The United States is producing so much natural gas that prices at a key hub in West Texas have fallen below zero, forcing drillers to pay buyers to take the fuel, even as a global energy shock rattles markets.
The unusual pricing highlights a stark divide between U.S. energy abundance and shortages overseas tied to the Iran war, underscoring how domestic production is shielding the American economy from the worst impacts, Axios reported Thursday.
Natural gas, unlike oil, is still largely traded regionally, and the U.S. produces enough to meet its own demand.
That dynamic is leaving parts of the country awash in supply even as Europe and Asia face rising costs and tightening availability.
The glut in West Texas stems from a surge in production over the past 15 years that has far outpaced the pipeline infrastructure needed to transport the gas to other markets.
Much of the excess supply is associated gas, a byproduct of oil drilling that continues flowing regardless of demand conditions.
The oversupply has pushed prices at some regional hubs into negative territory, a sign of severe bottlenecks rather than weak overall demand.
Chris Louney, a commodity strategist at RBC Capital Markets, said new pipeline projects will help ease the imbalance but may not fully resolve it.
"That will provide incremental takeaway capacity for a basin awash in molecules," he said. "But the basin is prolific, and associated gas will continue to be produced, often in excess, alongside crude oil."
While localized prices have plunged, the broader U.S. market remains relatively stable. The benchmark Henry Hub natural gas price is about $2.64 per million British thermal units, down roughly 20% from a year ago.
That is significantly lower than prices in Europe and Asia, where dependence on imports, particularly through the Strait of Hormuz, has driven sharp increases. Gas prices in the European Union are up about 47% from last year, while Asia has seen increases exceeding 50%.
Several Asian countries, excluding China, are facing shortages severe enough to trigger rationing and emergency measures.
The divergence illustrates how fragmented natural gas markets remain, with prices driven as much by regional infrastructure constraints as by global supply and demand.
Despite the localized pricing anomalies, the broader U.S. surplus is emerging as an economic advantage.
Cheap natural gas is a key input for manufacturing and plays a central role in electricity generation, accounting for roughly 40% of U.S. power supply.

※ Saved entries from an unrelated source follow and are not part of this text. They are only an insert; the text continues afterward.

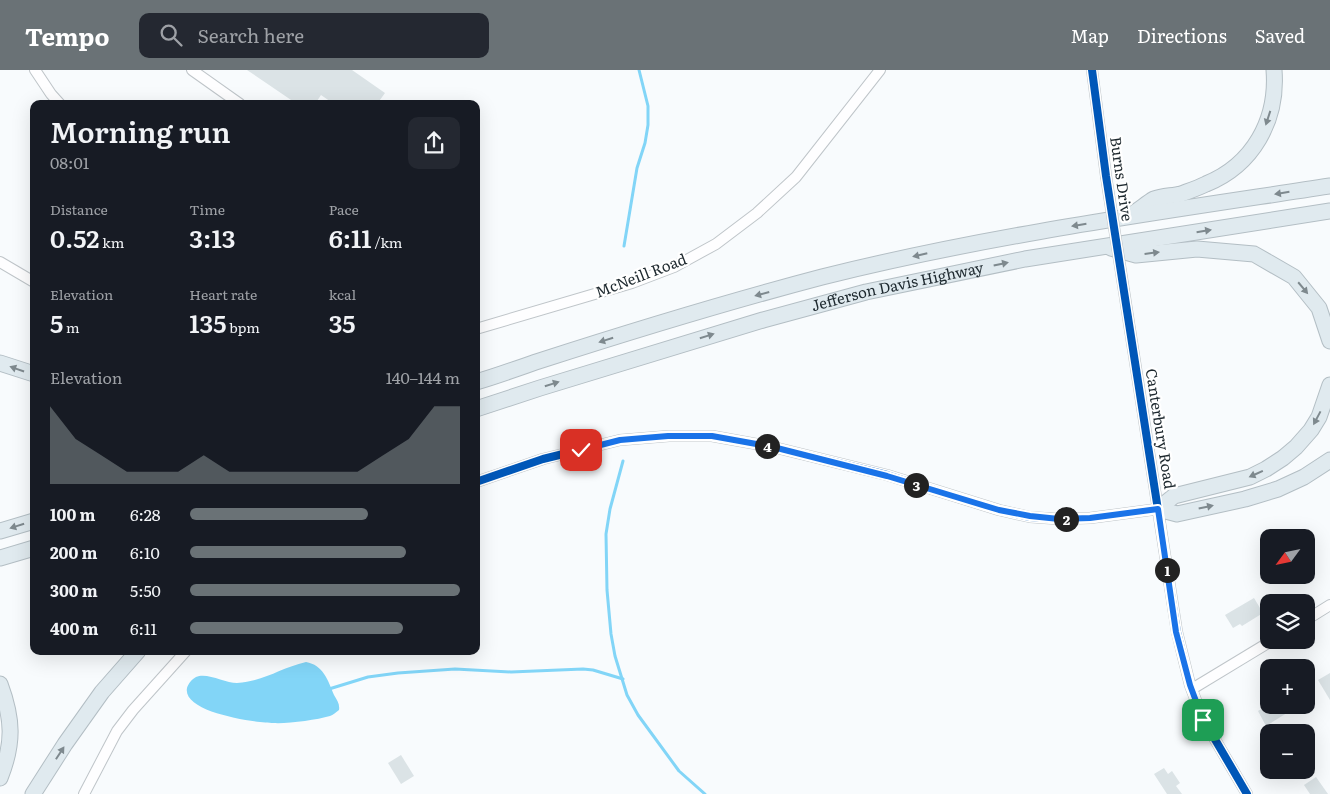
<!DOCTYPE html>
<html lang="en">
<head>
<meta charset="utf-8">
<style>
  :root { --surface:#171b24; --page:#242831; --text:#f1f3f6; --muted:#9ea1a6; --accent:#6a7276 }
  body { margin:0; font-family:Literata,serif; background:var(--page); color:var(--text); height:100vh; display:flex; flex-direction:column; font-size:19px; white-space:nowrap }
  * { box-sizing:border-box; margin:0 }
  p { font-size:16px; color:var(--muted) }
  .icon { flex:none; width:28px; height:28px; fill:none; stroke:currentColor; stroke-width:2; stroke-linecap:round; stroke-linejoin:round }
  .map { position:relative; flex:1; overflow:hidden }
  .details { position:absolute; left:30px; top:30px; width:450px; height:555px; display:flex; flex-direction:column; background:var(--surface); border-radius:10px; box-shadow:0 5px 20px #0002 }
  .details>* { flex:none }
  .needle { width:32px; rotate:237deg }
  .fabs { position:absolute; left:1260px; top:459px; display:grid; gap:10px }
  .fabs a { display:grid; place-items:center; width:55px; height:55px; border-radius:10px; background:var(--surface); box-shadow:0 5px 20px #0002; font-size:25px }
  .pin { position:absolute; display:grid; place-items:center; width:42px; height:42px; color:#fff; margin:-21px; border-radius:10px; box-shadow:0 2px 8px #0006 }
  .km { position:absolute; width:25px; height:25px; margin:-12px; border-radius:50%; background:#222; color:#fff; font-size:14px; line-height:25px; text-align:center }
  .round { display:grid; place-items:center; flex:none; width:52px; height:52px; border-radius:10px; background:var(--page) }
  .head { display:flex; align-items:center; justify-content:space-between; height:85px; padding:0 20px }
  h1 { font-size:28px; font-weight:600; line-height:38px }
  .stats { display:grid; grid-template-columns:repeat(3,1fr); gap:8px; height:85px; padding:5px 20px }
  .stats div { display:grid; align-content:center }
  .stats b { font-size:25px; font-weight:600 }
  .stats small { font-size:14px; font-weight:400 }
  .stats p { font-size:14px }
  .chart { height:140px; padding:10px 20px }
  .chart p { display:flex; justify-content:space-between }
  .chart svg { width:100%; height:90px; margin-top:5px; fill:var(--accent); opacity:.7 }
  ul { padding:0 20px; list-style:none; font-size:16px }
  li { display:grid; grid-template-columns:80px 60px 1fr; align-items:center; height:38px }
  li i { height:12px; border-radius:6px; background:var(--accent) }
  header { display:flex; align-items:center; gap:30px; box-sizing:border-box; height:70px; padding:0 25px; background:var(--accent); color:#fff }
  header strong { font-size:24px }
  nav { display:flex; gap:28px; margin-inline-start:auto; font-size:18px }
  .search { width:350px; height:45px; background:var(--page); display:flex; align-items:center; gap:12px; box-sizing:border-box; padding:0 18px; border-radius:10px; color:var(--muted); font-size:19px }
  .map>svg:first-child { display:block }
  .water { fill:#82d5f7 }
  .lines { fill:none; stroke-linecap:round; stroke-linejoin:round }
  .stream { stroke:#82d5f7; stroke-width:3 }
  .building { fill:#dbe3e6 }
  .minor-casing { stroke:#bfc5c9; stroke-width:12 }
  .highway-casing { stroke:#b3bec4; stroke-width:17 }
  .minor { stroke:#fefeff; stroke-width:10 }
  .highway { stroke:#e0eaef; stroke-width:15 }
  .minor-bridge-casing { stroke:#bfc5c9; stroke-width:12; stroke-linecap:butt }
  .minor-bridge { stroke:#fefeff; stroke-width:10 }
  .cycleway-casing { stroke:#fff; stroke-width:11 }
  .cycleway { stroke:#0057b8; stroke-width:8 }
  .oneway { fill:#7e898e }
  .route-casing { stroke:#fff; stroke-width:10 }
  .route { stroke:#1a73e8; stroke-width:6 }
  .labels { text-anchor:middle; stroke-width:4.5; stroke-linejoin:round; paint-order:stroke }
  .street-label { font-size:15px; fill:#1d282e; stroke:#fff }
</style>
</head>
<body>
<header>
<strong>Tempo</strong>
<div class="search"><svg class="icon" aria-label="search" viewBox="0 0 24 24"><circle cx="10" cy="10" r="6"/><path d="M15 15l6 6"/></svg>Search here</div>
<nav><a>Map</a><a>Directions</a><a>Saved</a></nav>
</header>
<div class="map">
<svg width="1330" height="724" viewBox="0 0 1330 724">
  <rect width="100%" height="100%" fill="#f8fbfd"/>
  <!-- water -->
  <path class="water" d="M306,592C323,595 328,610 334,625C337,630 340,634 339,640C336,642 333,645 330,646C316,650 287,654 273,653C257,653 182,643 187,618C188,614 192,609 196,607C207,602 225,613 237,613C265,611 280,598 306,592Z"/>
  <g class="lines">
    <!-- stream -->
    <g class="stream">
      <path d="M624,176L637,98L645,73L648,55V36L639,0"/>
      <path d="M623,391L610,439L606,464L607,520L611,564L615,586L627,625L638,645L679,701L705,724"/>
      <path d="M329,619L368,607L398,603L455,599L511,602L583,599L593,600L623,609"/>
    </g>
  </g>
  <!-- building -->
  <g class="building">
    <path d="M247,0H352L385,23L377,34H334L321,25L315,34H297Z"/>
    <path d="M1254,528L1263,543L1242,556L1240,554L1233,558L1225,545Z"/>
    <path d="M1330,603V630L1318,610Z"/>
    <path d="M1268,635H1286L1290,641L1266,656L1258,641Z"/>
    <path d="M401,685L414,706L401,714L388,693Z"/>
    <path d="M1164,698L1168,704L1172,701L1180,713L1176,716L1182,724H1167L1154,704Z"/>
    <path d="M1316,707L1328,724H1310L1304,715Z"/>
  </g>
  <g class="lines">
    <!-- minor casing -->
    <g class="minor-casing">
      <g id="minor">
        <path d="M35,0L51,24L60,34"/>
        <path d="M192,0L240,34"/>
        <path d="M1092,0L1106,106"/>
        <path d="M0,192L34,212"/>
        <path d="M1124,221L1177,562L1190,615L1203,649L1247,724"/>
        <path d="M476,259L632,213L674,197L716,174L757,143L796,107L880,0"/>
        <path d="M476,412L543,389L620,370L669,366H712L773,377L887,405L999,440L1030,447L1059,449L1090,448L1158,439"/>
        <path d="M1306,550L1330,535"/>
        <path d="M1192,619L1273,570"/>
        <path d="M84,724L117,661L133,640L186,581"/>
      </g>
    </g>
    <!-- highway casing -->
    <g class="highway-casing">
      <g id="highway">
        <path d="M1132,144C1139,140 1147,133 1154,129C1162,126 1172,126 1181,124C1189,121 1198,118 1206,114C1253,95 1278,50 1274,0"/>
        <path d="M1111,178L1136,185L1197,179L1254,184L1294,207L1319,238L1330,271"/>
        <path d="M0,293L34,304"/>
        <path d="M476,312C497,306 518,298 539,291C632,261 727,232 822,207C989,165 1160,142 1330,116"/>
        <path id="s1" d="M476,339L540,318L763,250L866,222L1025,189L1330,141"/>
        <path d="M1158,439L1174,426L1250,407L1266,399L1283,388L1296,377L1311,360L1319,347L1330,315"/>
        <path d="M1158,439L1177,444L1245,429L1278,419L1304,407L1330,390"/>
        <path d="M0,461L34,451"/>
        <path d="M0,488L34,478"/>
        <path d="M0,614C13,649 14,673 0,708"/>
        <path d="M33,724L65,674L102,622L138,581"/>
      </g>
    </g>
    <!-- minor -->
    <use href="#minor" class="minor"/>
    <!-- highway -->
    <use href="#highway" class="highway"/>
    <!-- minor-bridge casing -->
    <g class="minor-bridge-casing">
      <path id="minor-bridge" d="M1106,106L1124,221"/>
    </g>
    <!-- minor-bridge -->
    <use href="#minor-bridge" class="minor-bridge"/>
    <!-- cycleway casing -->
    <g class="cycleway-casing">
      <g id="cycleway">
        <path d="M1092,0L1106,106L1177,562L1190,615L1203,649L1247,724"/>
        <path d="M476,412L543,389L620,370L669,366H712L773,377L887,405L999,440L1030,447L1059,449L1090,448L1158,439"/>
      </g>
    </g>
    <!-- cycleway -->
    <use href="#cycleway" class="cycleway"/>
  </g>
  <!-- one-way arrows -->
  <defs><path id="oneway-solid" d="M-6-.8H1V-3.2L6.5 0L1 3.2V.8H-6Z" transform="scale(1.25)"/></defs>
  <g class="oneway">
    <use href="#oneway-solid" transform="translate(1268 48) rotate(108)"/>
    <use href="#oneway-solid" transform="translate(1282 123) rotate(171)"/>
    <use href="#oneway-solid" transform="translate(1079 155) rotate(171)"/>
    <use href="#oneway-solid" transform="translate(1204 161) rotate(-9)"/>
    <use href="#oneway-solid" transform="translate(1152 183) rotate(-7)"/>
    <use href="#oneway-solid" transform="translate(920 185) rotate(167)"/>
    <use href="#oneway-solid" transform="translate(1001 194) rotate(-12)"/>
    <use href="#oneway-solid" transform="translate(1303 218) rotate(50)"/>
    <use href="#oneway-solid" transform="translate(762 224) rotate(165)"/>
    <use href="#oneway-solid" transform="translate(707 266) rotate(-17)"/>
    <use href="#oneway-solid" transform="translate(606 270) rotate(163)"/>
    <use href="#oneway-solid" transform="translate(17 299) rotate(-161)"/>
    <use href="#oneway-solid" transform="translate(552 314) rotate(-17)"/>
    <use href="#oneway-solid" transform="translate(1317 348) rotate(118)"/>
    <use href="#oneway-solid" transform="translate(1256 404) rotate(156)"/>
    <use href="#oneway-solid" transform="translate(1206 437) rotate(-12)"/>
    <use href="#oneway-solid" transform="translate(17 456) rotate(162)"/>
    <use href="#oneway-solid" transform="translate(60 683) rotate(-57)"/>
  </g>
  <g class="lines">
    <!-- route casing -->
    <g class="route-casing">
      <path id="route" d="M581,380L620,370L668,366H712L773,377L887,406L999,440L1030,446L1059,449L1090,448L1158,439L1176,562L1190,615L1203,650"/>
    </g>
    <!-- route -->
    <use href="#route" class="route"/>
  </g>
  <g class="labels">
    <!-- street labels -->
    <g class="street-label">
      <text transform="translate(1121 109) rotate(82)" y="5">Burns Drive</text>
      <text transform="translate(641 206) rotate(-21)" y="5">McNeill Road</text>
      <text dy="5" stroke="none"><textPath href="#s1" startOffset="439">Jefferson Davis Highway</textPath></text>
      <text transform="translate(1160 359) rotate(81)" y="5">Canterbury Road</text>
    </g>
  </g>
</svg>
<div class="fabs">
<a><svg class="needle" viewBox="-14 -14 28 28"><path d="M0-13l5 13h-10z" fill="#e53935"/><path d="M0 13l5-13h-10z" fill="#9ea1a6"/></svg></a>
<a><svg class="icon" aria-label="layers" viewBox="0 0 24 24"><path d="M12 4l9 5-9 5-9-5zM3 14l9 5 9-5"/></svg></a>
<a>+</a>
<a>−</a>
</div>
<div class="pin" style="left:1203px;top:650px;background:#1e9e55"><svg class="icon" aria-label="arrive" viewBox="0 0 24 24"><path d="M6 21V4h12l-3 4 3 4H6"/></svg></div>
<div class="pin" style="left:581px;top:380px;background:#d93025"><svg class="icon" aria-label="check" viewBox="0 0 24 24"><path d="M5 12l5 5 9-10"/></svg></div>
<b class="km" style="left:1167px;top:500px">1</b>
<b class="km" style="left:1066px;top:449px">2</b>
<b class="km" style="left:916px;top:415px">3</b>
<b class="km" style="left:767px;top:376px">4</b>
<section class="details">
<div class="head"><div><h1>Morning run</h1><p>08:01</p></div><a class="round"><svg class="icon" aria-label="share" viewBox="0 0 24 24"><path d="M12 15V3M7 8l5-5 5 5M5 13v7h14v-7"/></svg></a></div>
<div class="stats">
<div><p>Distance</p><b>0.52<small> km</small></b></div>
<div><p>Time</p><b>3:13</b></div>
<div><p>Pace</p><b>6:11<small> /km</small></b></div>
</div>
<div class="stats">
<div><p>Elevation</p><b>5<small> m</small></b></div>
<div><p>Heart rate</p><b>135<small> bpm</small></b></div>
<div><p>kcal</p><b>35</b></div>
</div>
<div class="chart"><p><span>Elevation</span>140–144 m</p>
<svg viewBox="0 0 160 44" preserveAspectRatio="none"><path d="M0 44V6L10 22L20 30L30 38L40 38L50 38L60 30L70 38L80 38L90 38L100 38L110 38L120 38L130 30L140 22L150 6L160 6V44z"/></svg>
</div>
<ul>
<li><b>100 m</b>6:28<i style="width:66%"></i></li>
<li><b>200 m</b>6:10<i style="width:80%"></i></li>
<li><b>300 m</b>5:50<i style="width:100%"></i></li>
<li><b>400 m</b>6:11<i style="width:79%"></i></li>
</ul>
</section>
</div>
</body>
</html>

It is also fueling the rapid growth of energy-intensive artificial intelligence infrastructure.
According to Bloomberg, the abundance of low-cost gas could give the U.S. a competitive edge over countries grappling with fuel shortages and high energy costs.
The U.S. is also expanding its role in global markets as the world's top exporter of liquefied natural gas, gradually linking domestic supply with international demand.
Still, analysts say more periods of oversupply, and even negative prices, are likely in regions where production continues to outpace infrastructure.